Hi,
I’m currently facing an issue about time synchronization. I’m using 4 Ouster OS1 LiDARs with ROS2 humble driver, but the time synchronization between the sensors is not working correctly. Both PTP and phase_lock are enabled on all devices. Do you know any solutions to this problem?
I have four Ouster LiDARs installed at 90-degree angles from each other, and I’ve set their phase lock offsets to 0, 90000, 180000, and 270000, respectively. In this configuration, I observe timestamp differences of 0, 25, 50, and 75 ms between the sensors. However, if I set all offsets to 0, the timestamps from all sensors are almost identical.
According to the documentation, the phase lock offset should be configured based on each sensor’s transform from ego vehicle. But in that case, the timestamps are no longer synchronized. Is this still considered the correct configuration?
Yes, the lidars sound like they are configured correctly and are time synched. Because you have changed each sensor’s phase offset, the start-of-frame times are also phase offset by the same amounts.
Keep in mind that the lidars begin their frames at the zero degree position. Phase locking the lidars to different angles means that they hit the zero degree frame boundary at different times as you are noticing. If you would like to align the frame boundaries of the lidars, then you can set all their phase offsets to the same value.
Applying different phase offsets to different lidars is typically useful when you are combining data from multiple lidars that have overlapping fields of view to improve perception coverage. When combining data from multiple lidars with overlapping data, it’s important to try to temporally align the overlapping data which means adjusting the lidar phase lock angles so they point in the same direction at the same time.
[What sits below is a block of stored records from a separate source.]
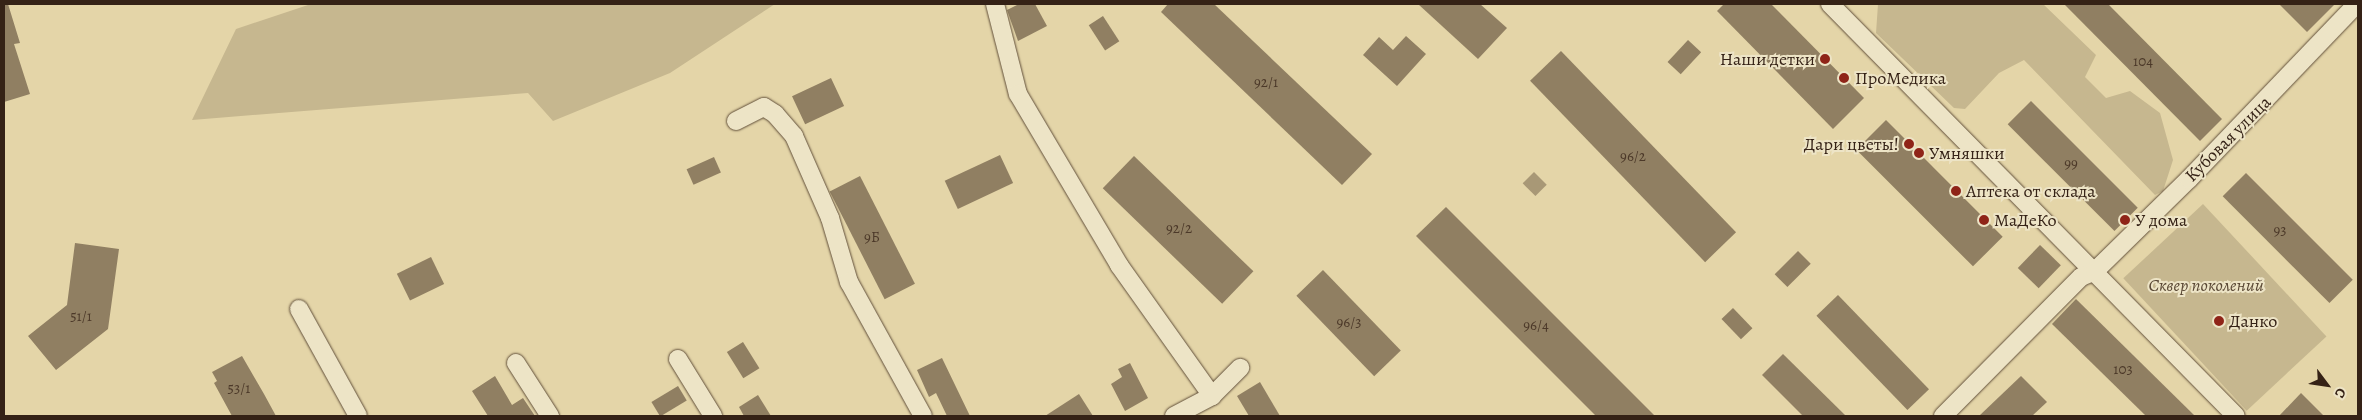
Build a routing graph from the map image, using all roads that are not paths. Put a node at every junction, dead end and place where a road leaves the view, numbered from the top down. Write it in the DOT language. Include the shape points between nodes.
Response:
graph roads {
  1 [pos="995,4"];
  2 [pos="1830,4"];
  3 [pos="2357,4"];
  4 [pos="736,121"];
  5 [pos="2095,271"];
  6 [pos="299,309"];
  7 [pos="678,359"];
  8 [pos="516,362"];
  9 [pos="1240,368"];
  10 [pos="1212,396"];
  11 [pos="358,416"];
  12 [pos="550,416"];
  13 [pos="712,416"];
  14 [pos="923,416"];
  15 [pos="1174,416"];
  16 [pos="1943,416"];
  17 [pos="2236,416"];
  1 -- 10 [label="street" via="1018,94 1118,265"];
  2 -- 5 [label="street"];
  3 -- 5 [label="street, Кубовая улица" via="2292,75"];
  4 -- 14 [label="street" via="764,107 794,136 830,218 850,282"];
  5 -- 16 [label="street, Кубовая улица" via="2081,277"];
  5 -- 17 [label="street"];
  6 -- 11 [label="street"];
  7 -- 13 [label="street"];
  8 -- 12 [label="street"];
  9 -- 10 [label="street"];
  10 -- 15 [label="street"];
}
If you are processing each lidar’s data independently, or the lidar data is non-overlappin - which sounds like it may be the case in your setup with lidars point in each cardinal direction - then it is probably better to keep all phase offsets the same (all zero for instance).
Let me know if this helps
If I want to merge data from 4 LiDARs into a single frame, should I compensate for their start-of-frame times?
For example, if I receive scans with timestamps 100, 125, 150, and 175 (ms), should I subtract those offsets (like 25, 50, 75), or treat the latest timestamp (175) as the start of the next frame (e.g., 200)?
I’m a bit unsure about how phase offset works. My understanding is that phase offset makes all sensors pass the frame start (with offsets applied) at the same time — is that correct?
To answer your last question: phase offset means that at the particular offset angle, the lidar’s should read the same timestamp. So if you have 4 lidar frames you would need to compare the timestamp for the column of data that corresponds to the phase offset setting for each lidar. Those timestamps should all read similar times.
This is not the same thing as comparing the start-of-frame times (the 0th column timestamp). These timestamps are expected to be different when you set different phase offsets.
So if we have two LiDARs, A and B, with phase_offset=0 and phase_offset=180 respectively, then LiDAR A would have a timestamp_offset=0, and LiDAR B would have a timestamp_offset=50ms, right?
In that case, LiDAR A collects data from 0–100ms and stores it in the 0ms frame, while LiDAR B collects data from 50–150ms and stores it in the 50ms frame. At 50ms, both LiDARs are observing the scene at the same point in time.
Does that mean when we want to merge the data, we can only align the range between 50ms and 100ms, where the offsets overlap?
You are hitting on a fundamental issue with any multi-sensor system: temporally and spatially aligning data from multiple sources and building alogithms that are resilient to inevitable misalignments. Ultimately, how you engineer your system is up to you and your use case. If you described what you were trying to accomplish we could help you better.
Many systems like ROS treat all data sources asynchronously and process whatever data is received from different sensors on a fixed frequency. The challenge being that you may receive different amounts of data from each sensor on each processing loop and your algorithms need to account for that.
The ouster-sdk is designed with a different, frame-synchronous, approach in mind. Data is processed once a complete frame-set is received from all sensors. In this case, you always have all the data from all sensors, but the system has more latency when sensors are producing frames at different times like when phase offsets are used.